Nową zabawkę, czyli kosmiczną puderniczkę, jak ją nazwała można było w bardzo prosty sposób obsługiwać. Było dziewięć guziczków i każdy uruchamiał inną funkcję zabawki. Niestety, ale jeszcze nie wszystkie guziczki działały naciskane rączką Lali. Czy kosmiczna puderniczka sama decydowała, kiedy kolejny guziczek się włączy? A może to zależało od tego, czy wystarczająco duża jest fantazja Lali? Sprawdziło się jednak, że naciśnięcie jedynki, umożliwiało oglądanie (czasem podglądanie) wybranych miejsc, czy obiektów, w tym również i ludzi. Właśnie pierwszą zabawę miała Lala z obserwowaniem Beksy.
Nacisnęła guziczek, wypowiedziała imię Beksy i w lusterku puderniczki zobaczyła malutki obrazek, przedstawiający pokój Beksy a w nim chłopca- bardzo zamyślonego (Beksa w tym czasie rozmyślał o swoich talarkach). Obrazek w lusterku rozszerzył się błyskawicznie do rozmiarów rzeczywistych. Przypominało to trochę projekcję filmu. Lala widziała jednak więcej, niż w kinie, czy w telewizji- widziała wszystko z każdej strony. Mogła wejść do środka projekcji, będąc przy tym niewidzialna. Odczuwała jednak to samo, co np. obserwowany Beksa.

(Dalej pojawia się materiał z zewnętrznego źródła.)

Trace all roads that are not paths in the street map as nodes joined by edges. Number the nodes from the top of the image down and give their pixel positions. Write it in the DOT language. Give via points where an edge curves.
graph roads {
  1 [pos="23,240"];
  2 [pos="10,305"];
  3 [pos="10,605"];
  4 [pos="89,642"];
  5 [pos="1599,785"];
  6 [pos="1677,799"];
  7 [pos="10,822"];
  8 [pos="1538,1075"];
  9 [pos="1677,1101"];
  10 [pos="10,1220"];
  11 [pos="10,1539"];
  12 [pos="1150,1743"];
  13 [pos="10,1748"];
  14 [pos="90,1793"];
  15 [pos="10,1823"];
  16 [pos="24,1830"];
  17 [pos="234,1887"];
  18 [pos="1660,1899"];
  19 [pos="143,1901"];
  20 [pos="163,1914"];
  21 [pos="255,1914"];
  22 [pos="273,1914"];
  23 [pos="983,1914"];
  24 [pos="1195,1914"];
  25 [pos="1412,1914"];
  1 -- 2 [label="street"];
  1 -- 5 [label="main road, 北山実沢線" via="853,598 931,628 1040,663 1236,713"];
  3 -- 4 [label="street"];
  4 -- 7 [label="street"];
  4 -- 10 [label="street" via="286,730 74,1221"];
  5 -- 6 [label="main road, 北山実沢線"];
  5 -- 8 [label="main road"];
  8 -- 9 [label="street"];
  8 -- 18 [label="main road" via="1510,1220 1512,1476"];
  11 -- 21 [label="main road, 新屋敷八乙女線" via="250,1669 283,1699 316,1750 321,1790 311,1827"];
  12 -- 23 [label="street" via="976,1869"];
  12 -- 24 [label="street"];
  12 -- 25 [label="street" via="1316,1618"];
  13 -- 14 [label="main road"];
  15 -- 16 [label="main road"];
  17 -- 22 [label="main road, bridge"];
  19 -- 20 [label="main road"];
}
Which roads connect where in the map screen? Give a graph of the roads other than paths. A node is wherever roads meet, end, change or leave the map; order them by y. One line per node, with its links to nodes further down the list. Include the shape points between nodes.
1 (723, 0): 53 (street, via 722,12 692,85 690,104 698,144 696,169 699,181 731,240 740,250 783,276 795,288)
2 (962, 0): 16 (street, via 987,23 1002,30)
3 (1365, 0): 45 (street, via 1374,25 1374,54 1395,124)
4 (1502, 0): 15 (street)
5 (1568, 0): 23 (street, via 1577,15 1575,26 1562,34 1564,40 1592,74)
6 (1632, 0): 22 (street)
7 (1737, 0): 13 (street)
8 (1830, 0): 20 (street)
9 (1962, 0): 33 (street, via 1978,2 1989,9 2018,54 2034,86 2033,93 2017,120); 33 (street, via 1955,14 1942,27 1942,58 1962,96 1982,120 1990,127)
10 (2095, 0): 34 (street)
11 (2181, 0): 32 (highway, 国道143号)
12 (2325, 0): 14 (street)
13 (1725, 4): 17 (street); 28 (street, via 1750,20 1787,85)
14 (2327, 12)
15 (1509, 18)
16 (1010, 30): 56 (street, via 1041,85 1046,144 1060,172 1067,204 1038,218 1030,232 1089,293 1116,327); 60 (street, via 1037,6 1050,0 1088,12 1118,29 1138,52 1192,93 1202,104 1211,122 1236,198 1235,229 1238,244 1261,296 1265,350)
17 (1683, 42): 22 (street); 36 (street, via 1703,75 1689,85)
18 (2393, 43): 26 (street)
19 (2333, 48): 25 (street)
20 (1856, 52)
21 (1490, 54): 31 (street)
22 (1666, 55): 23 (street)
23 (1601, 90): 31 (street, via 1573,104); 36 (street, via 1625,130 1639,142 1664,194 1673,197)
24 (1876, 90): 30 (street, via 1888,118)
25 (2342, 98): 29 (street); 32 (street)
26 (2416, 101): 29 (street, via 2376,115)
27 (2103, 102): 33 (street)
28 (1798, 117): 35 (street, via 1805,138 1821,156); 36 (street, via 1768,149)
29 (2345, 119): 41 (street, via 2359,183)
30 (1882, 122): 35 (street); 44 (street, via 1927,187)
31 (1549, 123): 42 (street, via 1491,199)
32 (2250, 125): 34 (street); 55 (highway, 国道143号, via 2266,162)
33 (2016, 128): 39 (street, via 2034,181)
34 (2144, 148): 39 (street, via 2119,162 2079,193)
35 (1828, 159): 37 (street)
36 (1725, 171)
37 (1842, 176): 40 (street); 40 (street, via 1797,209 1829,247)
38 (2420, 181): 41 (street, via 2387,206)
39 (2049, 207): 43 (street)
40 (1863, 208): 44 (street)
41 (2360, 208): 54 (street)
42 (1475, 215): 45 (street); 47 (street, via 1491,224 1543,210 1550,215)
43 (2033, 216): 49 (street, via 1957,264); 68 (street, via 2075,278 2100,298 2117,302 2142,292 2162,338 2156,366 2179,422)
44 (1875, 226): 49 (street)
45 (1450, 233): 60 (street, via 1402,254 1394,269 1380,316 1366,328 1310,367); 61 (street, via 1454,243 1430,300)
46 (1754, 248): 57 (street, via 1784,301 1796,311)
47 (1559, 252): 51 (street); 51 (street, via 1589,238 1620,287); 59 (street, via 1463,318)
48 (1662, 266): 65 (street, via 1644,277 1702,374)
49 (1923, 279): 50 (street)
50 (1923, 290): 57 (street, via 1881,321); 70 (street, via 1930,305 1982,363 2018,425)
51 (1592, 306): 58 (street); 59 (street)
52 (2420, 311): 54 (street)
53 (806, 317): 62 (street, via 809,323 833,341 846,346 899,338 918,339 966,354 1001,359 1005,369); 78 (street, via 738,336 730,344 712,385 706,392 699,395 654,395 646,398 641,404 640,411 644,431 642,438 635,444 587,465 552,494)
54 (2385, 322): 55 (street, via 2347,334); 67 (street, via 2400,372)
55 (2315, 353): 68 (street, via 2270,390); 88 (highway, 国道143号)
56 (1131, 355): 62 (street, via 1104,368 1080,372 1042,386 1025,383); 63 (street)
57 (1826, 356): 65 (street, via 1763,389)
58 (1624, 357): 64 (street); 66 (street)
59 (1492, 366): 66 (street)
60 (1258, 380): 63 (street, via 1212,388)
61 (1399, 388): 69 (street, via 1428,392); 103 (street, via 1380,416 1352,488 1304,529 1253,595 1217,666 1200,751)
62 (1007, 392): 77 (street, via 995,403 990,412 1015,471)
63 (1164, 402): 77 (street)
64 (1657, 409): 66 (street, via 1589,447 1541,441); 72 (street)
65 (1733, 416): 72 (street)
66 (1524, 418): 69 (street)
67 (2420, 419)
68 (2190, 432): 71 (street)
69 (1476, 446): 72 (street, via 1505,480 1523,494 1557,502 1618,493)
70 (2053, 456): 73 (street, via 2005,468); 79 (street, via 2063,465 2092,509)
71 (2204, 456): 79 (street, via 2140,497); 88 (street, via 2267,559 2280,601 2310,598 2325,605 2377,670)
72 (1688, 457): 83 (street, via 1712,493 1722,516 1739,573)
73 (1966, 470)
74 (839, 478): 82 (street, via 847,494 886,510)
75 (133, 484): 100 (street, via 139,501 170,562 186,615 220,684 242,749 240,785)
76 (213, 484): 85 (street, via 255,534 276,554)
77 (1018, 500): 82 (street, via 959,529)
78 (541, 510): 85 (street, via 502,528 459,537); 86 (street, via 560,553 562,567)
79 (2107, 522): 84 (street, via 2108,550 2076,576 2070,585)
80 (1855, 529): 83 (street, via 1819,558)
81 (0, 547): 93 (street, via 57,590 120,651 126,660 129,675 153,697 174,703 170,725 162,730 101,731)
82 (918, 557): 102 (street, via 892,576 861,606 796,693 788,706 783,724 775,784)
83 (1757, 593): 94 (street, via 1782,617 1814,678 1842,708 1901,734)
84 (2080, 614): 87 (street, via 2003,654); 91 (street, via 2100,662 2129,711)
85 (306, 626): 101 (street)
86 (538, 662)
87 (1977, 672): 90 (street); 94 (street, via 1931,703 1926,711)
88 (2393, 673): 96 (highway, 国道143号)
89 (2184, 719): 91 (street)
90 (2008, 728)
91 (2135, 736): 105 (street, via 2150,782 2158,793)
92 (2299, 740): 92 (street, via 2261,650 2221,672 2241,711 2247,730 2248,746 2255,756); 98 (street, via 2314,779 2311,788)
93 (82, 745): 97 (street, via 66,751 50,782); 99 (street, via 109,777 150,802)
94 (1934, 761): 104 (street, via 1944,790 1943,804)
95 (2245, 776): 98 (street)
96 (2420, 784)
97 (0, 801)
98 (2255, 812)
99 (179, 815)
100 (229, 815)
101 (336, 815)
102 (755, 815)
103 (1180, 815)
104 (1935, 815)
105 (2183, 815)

To było bardzo fajne i takie niesamowite. Lala próbowała jeszcze wiele razy podglądać Beksę, ale zauważyła, że może to robić tylko wtedy, gdy Beksa był rozmarzony lub nad czymś ważnym się zastanawiał.
Lala "jedynkę" naciskała często, żeby sprawdzić, co się dzieje również z jej przyjaciółkami- Bebą i Kiką. Kiedyś podejrzała rozmarzoną Bebę, która wyobrażała sobie siebie, jako przyszłą akrobatkę, chodzącą w cyrku po linie. Beba objadała się przy tym niemożliwliwie czekoladowymi cukierkami, leżąc na kanapie i gapiąc się w sufit. Kikę obserwowała również przez "puderniczkę". Kika rozmyślała pewnego dnia, jak tu się wymigać od posprzątania zabawek w swoim pokoju. Długo myślała i myślała, aż wreszcie przykryła cały zabawkowy bałagan kocykiem. Proszę, i już go nie widać! Czy to był porządek? Czy tak, czy nie Lala uznała jednak, że Kika jest wyjątkowo pomysłowa. Z takiego podglądania też można się czegoś nauczyć!
Swoją kosmiczną zabawkę dziewczynka ukrywała przed rodzicami. Nosiła ją zawsze w kieszonce spodni, lub skrytce małego plecaka. Lala nie chciała również powiedzieć o niej swoim przyjaciółkom. Czuła, że to jest zabawka, którą tylko ona może uruchamiać. W obcych rączkach Beby, czy Kiki mogłaby nie działać lub nawet utracić swoją moc! Lala nadal marzyła i próbowała przyciskać kolejne guziczki "puderniczki".